- Paradigm: Functional
- Designed by: Edwin Brady
- First appeared: 2007; 19 years ago
- Stable release: Idris2 v0.8.0 / October 31, 2025; 7 months ago
- Typing discipline: Dependent
- OS: Cross-platform
- License: BSD
- Filename extensions: .idr, .lidr
- Website: www.idris-lang.org

Influenced by
- Agda, Clean, Rocq (previously known as Coq), Epigram, F#, Haskell, ML, Rust

= Idris (programming language) =

Functional programming language created in 2007

Idris is a purely-functional programming language with dependent types, quantity annotations, optional lazy evaluation, and features such as a totality checker. Idris is designed to be a general-purpose programming language similar to Haskell, but may also be used as a proof assistant.

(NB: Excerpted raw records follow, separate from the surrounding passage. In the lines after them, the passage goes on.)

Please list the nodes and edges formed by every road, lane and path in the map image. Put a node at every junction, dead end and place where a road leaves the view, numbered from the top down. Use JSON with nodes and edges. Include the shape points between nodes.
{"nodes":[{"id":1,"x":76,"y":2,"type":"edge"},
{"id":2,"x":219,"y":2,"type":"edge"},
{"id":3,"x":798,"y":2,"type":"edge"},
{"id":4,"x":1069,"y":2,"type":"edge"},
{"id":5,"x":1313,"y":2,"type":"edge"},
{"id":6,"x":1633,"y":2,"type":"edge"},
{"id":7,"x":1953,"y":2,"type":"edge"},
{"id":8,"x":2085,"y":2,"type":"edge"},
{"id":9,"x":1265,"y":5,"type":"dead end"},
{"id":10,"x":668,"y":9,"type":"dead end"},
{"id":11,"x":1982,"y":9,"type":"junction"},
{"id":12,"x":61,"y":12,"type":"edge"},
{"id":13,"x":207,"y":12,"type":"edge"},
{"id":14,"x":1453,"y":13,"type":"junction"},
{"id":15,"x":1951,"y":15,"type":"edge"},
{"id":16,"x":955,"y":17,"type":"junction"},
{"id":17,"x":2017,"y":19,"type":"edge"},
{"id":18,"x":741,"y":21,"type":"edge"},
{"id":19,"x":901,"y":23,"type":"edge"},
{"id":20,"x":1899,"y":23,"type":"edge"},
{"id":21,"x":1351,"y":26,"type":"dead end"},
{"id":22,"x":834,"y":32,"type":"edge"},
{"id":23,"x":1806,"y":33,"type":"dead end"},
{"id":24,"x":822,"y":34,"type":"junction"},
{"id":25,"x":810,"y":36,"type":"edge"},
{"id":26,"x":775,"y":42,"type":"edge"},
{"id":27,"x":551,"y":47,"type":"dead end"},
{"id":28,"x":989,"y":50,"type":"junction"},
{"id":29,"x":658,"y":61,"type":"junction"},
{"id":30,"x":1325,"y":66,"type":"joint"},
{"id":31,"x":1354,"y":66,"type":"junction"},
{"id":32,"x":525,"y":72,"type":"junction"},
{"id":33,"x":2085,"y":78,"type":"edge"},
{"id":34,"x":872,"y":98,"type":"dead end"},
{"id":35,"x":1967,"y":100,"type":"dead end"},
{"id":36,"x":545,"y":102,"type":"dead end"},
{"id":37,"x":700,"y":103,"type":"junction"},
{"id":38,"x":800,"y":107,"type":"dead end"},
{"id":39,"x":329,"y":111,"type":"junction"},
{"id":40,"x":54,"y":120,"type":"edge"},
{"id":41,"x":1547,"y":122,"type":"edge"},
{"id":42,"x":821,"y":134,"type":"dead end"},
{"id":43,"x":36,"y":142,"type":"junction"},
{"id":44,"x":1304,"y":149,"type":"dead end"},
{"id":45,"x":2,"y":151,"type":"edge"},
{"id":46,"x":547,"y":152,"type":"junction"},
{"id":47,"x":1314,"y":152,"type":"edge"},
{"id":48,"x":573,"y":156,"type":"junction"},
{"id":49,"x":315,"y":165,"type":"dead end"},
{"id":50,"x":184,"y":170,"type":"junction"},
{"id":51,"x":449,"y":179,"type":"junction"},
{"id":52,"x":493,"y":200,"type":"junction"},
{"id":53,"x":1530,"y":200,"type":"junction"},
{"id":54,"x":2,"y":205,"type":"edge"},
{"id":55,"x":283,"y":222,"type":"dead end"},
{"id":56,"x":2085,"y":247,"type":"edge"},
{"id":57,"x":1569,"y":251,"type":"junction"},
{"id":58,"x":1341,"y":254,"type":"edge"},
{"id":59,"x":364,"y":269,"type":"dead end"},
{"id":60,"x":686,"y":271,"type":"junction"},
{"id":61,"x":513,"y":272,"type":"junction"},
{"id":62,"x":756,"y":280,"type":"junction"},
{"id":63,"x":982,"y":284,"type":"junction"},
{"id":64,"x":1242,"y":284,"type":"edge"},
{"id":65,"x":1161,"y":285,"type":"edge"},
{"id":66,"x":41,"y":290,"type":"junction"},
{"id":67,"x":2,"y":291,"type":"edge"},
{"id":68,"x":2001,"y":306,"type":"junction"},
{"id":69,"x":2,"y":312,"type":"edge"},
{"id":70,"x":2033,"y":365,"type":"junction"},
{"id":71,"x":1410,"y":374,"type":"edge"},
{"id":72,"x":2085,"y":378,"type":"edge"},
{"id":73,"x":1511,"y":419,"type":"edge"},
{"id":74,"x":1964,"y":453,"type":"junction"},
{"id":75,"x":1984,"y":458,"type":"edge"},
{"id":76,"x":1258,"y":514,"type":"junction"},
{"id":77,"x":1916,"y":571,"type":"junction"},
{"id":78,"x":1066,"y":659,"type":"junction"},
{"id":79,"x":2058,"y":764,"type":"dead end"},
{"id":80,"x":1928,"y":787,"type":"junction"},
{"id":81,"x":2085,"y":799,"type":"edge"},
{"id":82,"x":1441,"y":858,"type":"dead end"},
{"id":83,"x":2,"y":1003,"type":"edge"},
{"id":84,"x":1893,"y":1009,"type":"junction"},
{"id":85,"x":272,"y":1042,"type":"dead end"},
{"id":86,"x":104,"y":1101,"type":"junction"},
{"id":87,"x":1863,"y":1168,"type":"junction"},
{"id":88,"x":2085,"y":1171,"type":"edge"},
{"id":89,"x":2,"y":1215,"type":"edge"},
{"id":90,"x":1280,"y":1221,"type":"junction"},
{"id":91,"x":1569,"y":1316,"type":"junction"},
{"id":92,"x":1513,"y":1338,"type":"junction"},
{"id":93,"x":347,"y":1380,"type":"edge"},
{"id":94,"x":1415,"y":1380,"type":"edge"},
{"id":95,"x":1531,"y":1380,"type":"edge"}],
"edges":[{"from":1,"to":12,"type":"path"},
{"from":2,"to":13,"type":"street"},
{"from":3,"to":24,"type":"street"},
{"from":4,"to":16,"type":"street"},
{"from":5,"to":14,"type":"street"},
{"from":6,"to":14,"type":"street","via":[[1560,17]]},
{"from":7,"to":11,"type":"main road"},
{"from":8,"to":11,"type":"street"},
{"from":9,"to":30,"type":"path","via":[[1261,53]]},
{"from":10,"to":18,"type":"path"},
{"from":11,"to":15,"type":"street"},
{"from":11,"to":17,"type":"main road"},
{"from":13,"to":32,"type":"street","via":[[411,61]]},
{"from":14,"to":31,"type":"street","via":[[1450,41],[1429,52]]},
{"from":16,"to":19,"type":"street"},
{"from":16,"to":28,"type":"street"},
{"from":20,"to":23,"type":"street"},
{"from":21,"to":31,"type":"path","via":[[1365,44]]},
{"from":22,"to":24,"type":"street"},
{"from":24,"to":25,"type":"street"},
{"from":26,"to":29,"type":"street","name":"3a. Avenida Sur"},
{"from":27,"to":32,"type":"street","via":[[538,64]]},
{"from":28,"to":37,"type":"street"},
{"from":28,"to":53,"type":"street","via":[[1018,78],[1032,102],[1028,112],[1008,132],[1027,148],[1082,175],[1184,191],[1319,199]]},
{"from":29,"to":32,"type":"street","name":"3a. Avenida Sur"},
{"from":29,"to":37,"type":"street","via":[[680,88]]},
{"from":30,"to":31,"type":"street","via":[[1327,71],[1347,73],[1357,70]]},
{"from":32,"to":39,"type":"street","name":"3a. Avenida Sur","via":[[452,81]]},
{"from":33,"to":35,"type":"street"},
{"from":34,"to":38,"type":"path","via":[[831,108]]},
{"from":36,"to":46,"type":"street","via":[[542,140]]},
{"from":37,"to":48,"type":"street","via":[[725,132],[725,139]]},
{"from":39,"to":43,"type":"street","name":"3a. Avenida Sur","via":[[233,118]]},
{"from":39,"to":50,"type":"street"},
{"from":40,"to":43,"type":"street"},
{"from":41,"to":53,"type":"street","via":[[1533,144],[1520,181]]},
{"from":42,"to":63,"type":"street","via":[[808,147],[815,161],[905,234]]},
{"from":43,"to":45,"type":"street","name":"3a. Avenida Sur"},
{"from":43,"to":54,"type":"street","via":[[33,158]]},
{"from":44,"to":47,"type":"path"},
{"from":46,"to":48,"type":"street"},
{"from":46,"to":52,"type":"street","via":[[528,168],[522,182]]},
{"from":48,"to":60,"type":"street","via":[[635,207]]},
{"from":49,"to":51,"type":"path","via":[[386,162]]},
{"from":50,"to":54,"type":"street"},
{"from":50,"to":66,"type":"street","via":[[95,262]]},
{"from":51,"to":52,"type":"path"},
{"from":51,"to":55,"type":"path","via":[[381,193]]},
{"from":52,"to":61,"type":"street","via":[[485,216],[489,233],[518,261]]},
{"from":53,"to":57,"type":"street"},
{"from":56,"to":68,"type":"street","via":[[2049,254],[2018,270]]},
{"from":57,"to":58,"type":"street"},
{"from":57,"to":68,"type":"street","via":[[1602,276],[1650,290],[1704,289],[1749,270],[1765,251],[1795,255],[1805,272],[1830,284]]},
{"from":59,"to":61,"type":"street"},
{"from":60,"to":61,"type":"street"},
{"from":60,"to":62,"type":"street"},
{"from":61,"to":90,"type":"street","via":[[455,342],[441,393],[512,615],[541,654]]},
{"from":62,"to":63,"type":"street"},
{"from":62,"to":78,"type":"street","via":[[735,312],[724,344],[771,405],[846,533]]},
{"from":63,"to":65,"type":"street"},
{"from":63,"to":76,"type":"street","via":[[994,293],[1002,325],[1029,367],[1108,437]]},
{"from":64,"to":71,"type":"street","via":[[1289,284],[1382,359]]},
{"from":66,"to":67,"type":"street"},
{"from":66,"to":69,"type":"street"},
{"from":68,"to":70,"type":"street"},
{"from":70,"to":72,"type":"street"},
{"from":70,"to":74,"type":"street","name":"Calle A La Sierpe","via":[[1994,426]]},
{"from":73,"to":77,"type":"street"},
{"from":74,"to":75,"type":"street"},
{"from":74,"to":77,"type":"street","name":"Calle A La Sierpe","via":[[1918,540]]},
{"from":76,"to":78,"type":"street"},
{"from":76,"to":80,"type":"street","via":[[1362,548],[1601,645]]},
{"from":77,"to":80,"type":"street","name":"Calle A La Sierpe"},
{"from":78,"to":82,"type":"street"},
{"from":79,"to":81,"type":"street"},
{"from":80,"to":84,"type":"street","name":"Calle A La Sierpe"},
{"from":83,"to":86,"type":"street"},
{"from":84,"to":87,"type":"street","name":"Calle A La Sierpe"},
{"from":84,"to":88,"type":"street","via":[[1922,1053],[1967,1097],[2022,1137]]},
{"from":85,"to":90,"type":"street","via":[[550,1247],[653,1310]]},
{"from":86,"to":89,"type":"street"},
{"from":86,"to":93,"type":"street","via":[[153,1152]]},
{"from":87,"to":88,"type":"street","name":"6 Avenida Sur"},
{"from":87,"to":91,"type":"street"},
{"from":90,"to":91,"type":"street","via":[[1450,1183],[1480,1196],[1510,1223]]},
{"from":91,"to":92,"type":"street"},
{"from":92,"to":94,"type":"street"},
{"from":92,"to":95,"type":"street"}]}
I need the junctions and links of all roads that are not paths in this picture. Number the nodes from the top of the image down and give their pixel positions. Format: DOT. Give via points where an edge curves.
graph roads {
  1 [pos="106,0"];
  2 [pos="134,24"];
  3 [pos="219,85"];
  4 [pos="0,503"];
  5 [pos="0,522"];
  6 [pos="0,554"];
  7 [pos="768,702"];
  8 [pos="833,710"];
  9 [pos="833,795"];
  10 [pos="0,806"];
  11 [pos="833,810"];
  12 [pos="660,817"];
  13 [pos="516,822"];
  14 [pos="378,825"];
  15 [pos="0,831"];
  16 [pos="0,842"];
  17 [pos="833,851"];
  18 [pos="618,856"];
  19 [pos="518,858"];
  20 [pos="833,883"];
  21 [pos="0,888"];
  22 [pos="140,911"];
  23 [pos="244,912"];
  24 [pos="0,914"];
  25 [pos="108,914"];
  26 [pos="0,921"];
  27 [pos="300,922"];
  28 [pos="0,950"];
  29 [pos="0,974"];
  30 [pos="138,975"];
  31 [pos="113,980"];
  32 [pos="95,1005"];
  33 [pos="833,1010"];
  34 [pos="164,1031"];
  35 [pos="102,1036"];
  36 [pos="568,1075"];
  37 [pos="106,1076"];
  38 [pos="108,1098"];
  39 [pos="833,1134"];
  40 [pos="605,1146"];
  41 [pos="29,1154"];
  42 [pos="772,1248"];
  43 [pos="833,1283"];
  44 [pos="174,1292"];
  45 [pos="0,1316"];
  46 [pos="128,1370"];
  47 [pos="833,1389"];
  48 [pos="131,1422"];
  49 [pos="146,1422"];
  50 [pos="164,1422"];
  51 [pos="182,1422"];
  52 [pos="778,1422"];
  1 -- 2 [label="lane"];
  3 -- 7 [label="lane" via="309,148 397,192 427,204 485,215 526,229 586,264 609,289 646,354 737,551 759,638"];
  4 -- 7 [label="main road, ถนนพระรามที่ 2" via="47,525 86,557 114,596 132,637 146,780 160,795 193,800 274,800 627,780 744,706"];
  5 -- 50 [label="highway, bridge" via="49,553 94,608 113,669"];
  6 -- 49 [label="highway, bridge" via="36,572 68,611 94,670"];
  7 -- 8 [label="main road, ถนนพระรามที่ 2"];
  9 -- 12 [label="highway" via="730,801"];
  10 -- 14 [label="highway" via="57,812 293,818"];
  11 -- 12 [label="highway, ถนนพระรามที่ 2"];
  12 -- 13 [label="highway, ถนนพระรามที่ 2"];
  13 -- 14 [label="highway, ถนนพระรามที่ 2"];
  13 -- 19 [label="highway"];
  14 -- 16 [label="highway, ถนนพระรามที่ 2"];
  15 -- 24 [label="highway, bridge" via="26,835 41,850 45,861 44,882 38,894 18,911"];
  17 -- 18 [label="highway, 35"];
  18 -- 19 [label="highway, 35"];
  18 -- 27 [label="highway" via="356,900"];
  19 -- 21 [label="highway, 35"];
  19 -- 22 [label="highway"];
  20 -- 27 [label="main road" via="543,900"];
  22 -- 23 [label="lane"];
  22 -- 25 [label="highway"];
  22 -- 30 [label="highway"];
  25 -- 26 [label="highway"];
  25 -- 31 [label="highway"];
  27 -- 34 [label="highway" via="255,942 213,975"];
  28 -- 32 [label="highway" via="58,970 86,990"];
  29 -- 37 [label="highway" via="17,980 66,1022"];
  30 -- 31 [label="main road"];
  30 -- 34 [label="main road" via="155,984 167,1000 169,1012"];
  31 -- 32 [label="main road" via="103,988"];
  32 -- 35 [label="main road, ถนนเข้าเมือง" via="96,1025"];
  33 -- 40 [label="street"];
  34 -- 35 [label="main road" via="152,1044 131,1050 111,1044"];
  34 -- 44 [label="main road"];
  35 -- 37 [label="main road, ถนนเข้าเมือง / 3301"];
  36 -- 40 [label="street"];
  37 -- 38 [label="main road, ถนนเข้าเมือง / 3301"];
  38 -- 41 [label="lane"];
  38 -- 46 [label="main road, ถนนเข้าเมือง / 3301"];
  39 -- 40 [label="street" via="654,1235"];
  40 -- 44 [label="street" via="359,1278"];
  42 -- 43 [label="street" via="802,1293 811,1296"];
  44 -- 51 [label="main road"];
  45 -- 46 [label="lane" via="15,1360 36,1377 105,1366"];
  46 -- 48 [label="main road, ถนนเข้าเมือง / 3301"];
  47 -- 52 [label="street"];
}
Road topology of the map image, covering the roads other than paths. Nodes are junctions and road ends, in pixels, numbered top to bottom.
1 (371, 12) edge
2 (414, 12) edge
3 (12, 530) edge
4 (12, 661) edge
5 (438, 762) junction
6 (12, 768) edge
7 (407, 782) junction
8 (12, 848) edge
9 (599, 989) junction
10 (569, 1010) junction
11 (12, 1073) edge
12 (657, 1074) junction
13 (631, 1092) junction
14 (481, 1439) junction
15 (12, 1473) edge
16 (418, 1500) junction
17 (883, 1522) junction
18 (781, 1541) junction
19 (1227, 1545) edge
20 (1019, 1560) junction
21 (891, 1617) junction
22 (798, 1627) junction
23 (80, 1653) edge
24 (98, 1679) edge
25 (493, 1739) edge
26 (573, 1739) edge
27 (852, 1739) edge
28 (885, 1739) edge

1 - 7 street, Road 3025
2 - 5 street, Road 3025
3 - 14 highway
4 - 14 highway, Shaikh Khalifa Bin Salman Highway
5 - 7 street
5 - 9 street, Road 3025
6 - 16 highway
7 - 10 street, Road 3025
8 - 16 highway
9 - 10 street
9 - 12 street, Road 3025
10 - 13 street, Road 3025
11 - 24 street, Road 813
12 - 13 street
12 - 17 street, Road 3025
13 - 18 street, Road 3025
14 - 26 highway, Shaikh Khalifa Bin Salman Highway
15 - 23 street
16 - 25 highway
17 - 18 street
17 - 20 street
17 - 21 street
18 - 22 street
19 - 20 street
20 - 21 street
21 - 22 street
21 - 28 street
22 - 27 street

The Idris type system is similar to Agda's. Compared to Agda, Idris prioritizes management of side effects and support for embedded domain-specific languages. Idris is compiled by modular backends, which provide code generation and a runtime system. The Idris compiler includes backends for Chez Scheme, Racket, JavaScript (both browser- and Node.js-based), and C. Additional third-party backends are available for other platforms.

Idris is named after a singing dragon from the 1970s UK children's television programme Ivor the Engine.

==Features==
Idris combines a number of features from relatively mainstream functional programming languages with features borrowed from proof assistants.

===Functional programming===
The syntax of Idris shows many similarities with that of Haskell. A hello world program in Idris might look like this:

module Main

main : IO ()
main = putStrLn "Hello, World!"

The only differences between this program and its Haskell equivalent are the single (instead of double) colon in the type signature of the main function, and the omission of the word "where" in the module declaration.

===Inductive and parametric data types===
Idris supports inductively-defined data types and parametric polymorphism. Such types can be defined both in traditional Haskell 98-like syntax:

data Tree a = Node (Tree a) (Tree a) | Leaf a

or in the more general generalized algebraic data type (GADT)-like syntax:

data Tree : Type -> Type where
    Node : Tree a -> Tree a -> Tree a
    Leaf : a -> Tree a

===Dependent types===
With dependent types, it is possible for values to appear in the types; in effect, any value-level computation can be performed during type checking. The following defines a type of lists whose lengths are known before the program runs, traditionally called vectors:

data Vect : Nat -> Type -> Type where
  Nil : Vect 0 a
  (::) : (x : a) -> (xs : Vect n a) -> Vect (n + 1) a

This type can be used as follows:

total
append : Vect n a -> Vect m a -> Vect (n + m) a
append Nil ys = ys
append (x :: xs) ys = x :: append xs ys

The function append appends a vector of m elements of type a to a vector of n elements of type a. Since the precise types of the input vectors depend on a value, it is possible to be certain at compile time that the resulting vector will have exactly (n + m) elements of type a.
The word "total" invokes the totality checker which will report an error if the function doesn't cover all possible cases or cannot be (automatically) proven not to enter an infinite loop.

Another common example is pairwise addition of two vectors that are parameterized over their length:

total
pairAdd : Num a => Vect n a -> Vect n a -> Vect n a
pairAdd Nil Nil = Nil
pairAdd (x :: xs) (y :: ys) = x + y :: pairAdd xs ys

Num a signifies that the type a belongs to the type class Num. Note that this function still typechecks successfully as total, even though there is no case matching Nil in one vector and a number in the other. Because the type system can prove that the vectors have the same length, we can be sure at compile time that case will not occur and there is no need to include that case in the function’s definition.

===Proof assistant features===
Dependent types are powerful enough to encode most properties of programs, and an Idris program can prove invariants at compile time. This makes Idris into a proof assistant.

There are two standard ways of interacting with proof assistants: by writing a series of tactic invocations (Rocq style), or by interactively elaborating a proof term (Epigram–Agda style). Idris supports both modes of interaction, although the set of available tactics is not yet as useful as that of Rocq.

===Code generation===
Because Idris contains a proof assistant, Idris programs can be written to pass proofs around. If treated naïvely, such proofs remain around at runtime. Idris aims to avoid this pitfall by aggressively erasing unused terms.

By default, Idris generates native code through C. The other officially supported backend generates JavaScript.

==Idris 2==
Idris 2 is a new self-hosted version of the language which deeply integrates a linear type system, based on quantitative type theory. It currently compiles to Scheme and C.